As the new President of the United States headed out of the hospital, Robert Pierpont of CBS News caught a glimpse of him but did not follow. No other reporter followed him, or apparently knew he was even leaving. "We weren't thinking about succession," Newsweek's Charles Roberts explained later. . . Nobody attempted to follow him although he was then President of the United States."
[With Kennedy’s death, Johnson immediately became the country’s 36th president. The subsequent oath was a ceremonial formality.]
Only one member of the press, the official White House photographer, Captain Cecil Stoughton, had the independence of mind to follow the new president’s decisive exit to his limo and the airport. It was Stoughton who later snapped the iconographic photo of LBJ--framed by Lady Bird and Jacqueline Kennedy--taking the oath of office on Air Force One.

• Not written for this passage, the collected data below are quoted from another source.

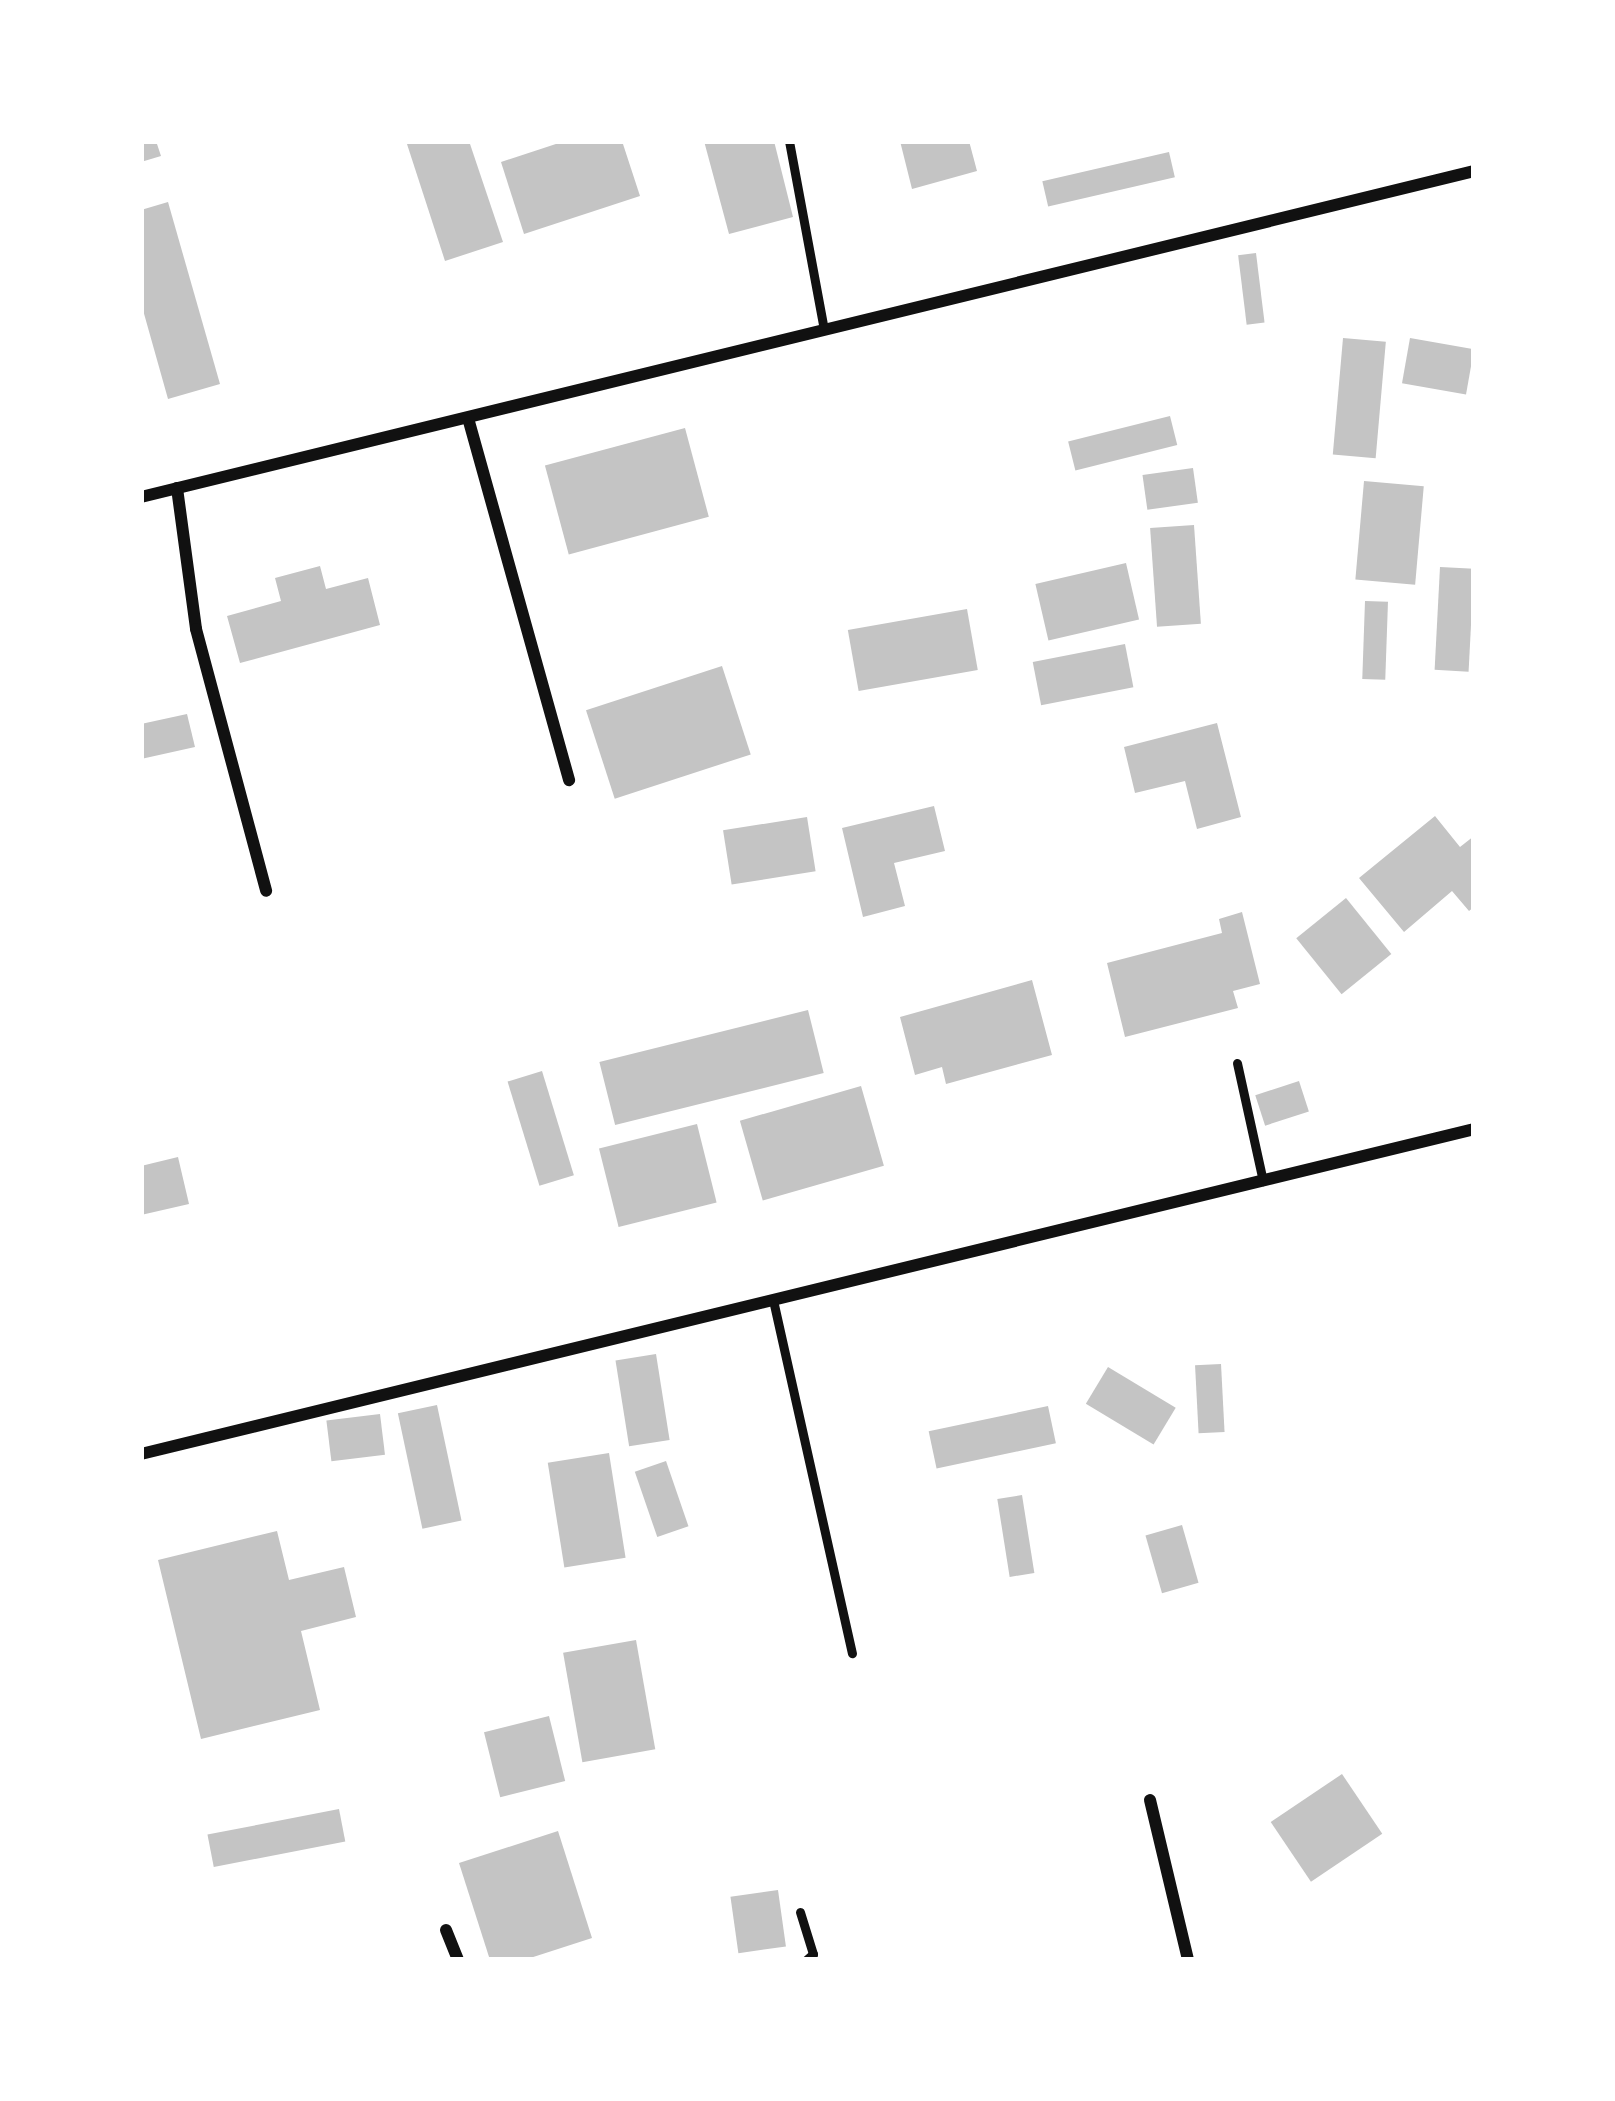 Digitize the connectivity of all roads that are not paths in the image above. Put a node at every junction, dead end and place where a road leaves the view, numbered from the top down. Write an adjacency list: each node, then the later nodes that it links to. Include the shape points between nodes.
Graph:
1 (789, 141): 3 (lane)
2 (1474, 171): 3 (street)
3 (824, 329): 4 (street)
4 (468, 418): 5 (street); 7 (street)
5 (177, 488): 6 (street); 8 (street, via 196,628)
6 (141, 497)
7 (569, 780)
8 (266, 891)
9 (1237, 1064): 11 (lane)
10 (1474, 1129): 11 (street)
11 (1262, 1181): 12 (street)
12 (773, 1300): 13 (street); 14 (lane)
13 (141, 1454)
14 (852, 1653)
15 (1150, 1800): 20 (street)
16 (800, 1912): 19 (lane, via 813,1954)
17 (446, 1930): 18 (street)
18 (458, 1960)
19 (806, 1960)
20 (1188, 1960)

Christopher Chabris and Daniel Simon's Invisible Gorilla experiment asked subjects viewing a video of basketball players to count passes on a gym floor. When a man in a gorilla suit appeared in the frame, a significant number of the observers (typically 50%) failed to notice. The experiment revealed the diminished cognitive/perceptual flexibility that accompanies hyperattentiveness in a demanding cognitive task--a task that was also reinforced by the subjects' emotional commitment to completing the exercise itself.
The New Yorker article is excerpted from The Passage of Power, the 4th volume--due out in May--of Caro's magisterial LBJ biography. Without question, Caro is Johnson's Boswell.